5. Discussion of How to Approach the Shichman-Hodges Theory
The equations for the Shichman-Hodges theory equations basically have a line multiplied by an inverted parabola in Linear Region and just a Line in the Saturation Region. Further, in the Linear Region, the equations themselves guarantee that at $0 Volts$ there is a flow of $0 Amps$ for $I_{SD}$ in the transistor. Also, the first data point of $V_{DS}=1^{Volt}$ has defined current. It is very important that the fit goes through this data point.
If there is any kind of arrangement of the inverted parabola with its maximum at $V_{DS}$=$V_{DS\text{ }SAT}$ times a line that satisfies the above requirements, then that can be translated into the parameters of Shichman-Hodges theory.
One thought that I have is that the overall minimization of the least square sum throughout both the Linear and Saturation Regions can be approached as follows.
In the linear region, let:
$$ I_{SD}=α V_{SD} \left(2*V_{SD\text{ }SAT}-V_{SD}\right) \left(1+λ*(V_{SD}-V_{DS\text{ }1})\right) \tag{5.1}$$
Because of the offset $\left(V_{SD}-V_{DS\text{ }1}\right)$, at the first data point $V_{DS\text{ }1}$ the Equation can be simplified there:
$$ I_{SD\text{ }1}=α V_{SD\text{ }1} \left(2*V_{SD\text{ }SAT}-V_{SD\text{ }1} \right) \tag{5.2}$$
Then the fit can be varied for values of $V_{SD\text{ }SAT}$.

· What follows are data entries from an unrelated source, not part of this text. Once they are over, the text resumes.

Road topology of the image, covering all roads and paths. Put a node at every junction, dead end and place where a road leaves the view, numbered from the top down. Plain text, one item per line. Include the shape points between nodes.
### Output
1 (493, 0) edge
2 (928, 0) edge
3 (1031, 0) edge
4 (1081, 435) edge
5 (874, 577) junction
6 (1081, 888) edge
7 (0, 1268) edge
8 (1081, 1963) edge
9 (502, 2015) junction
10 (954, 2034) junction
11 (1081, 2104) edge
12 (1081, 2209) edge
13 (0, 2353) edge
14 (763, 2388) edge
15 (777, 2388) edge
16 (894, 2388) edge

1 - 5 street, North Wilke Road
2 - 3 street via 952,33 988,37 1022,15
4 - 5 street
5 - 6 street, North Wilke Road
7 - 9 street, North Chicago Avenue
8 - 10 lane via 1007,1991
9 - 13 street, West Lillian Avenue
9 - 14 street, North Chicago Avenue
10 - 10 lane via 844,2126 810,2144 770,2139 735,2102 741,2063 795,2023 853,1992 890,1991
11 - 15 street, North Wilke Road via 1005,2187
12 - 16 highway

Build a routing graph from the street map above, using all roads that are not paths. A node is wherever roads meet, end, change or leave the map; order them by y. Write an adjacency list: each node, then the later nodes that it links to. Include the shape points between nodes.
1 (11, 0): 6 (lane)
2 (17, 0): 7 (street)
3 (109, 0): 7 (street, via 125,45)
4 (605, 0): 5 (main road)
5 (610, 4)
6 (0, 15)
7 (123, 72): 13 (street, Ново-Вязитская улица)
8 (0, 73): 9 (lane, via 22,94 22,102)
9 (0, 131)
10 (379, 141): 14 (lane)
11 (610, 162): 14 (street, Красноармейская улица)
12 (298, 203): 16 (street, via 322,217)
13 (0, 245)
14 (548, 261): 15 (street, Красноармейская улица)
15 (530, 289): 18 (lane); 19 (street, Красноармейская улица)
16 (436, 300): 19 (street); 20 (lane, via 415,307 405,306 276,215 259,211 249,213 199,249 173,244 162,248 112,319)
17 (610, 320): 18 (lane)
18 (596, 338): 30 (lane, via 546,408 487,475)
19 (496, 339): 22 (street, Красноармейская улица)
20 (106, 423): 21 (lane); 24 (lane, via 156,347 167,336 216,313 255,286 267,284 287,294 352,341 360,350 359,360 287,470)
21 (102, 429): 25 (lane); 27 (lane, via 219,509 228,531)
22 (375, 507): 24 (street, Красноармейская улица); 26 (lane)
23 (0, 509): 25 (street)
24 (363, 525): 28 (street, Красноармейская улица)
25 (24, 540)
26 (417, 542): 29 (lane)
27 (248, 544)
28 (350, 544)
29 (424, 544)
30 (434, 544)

The saturation region equation can be written as:
$$ I_{SD}=α \left(V_{SD\text{ }SAT}\right)^2 \left(1+λ*(V_{SD}-V_{DS\text{ }1})\right) \tag{5.3}$$
One question is how to find the saturation point $V_{SD\text{ }SAT}$?
A simplistic approach is that it data is included both in the data for the linear region and also the data for the saturation region as one of the data point that were sampled in Table 1.1.
From Table 1.1, we have the first non-zero data point corresponding to $V_{DS\text{ }1}$, and that is the offset point for the fit.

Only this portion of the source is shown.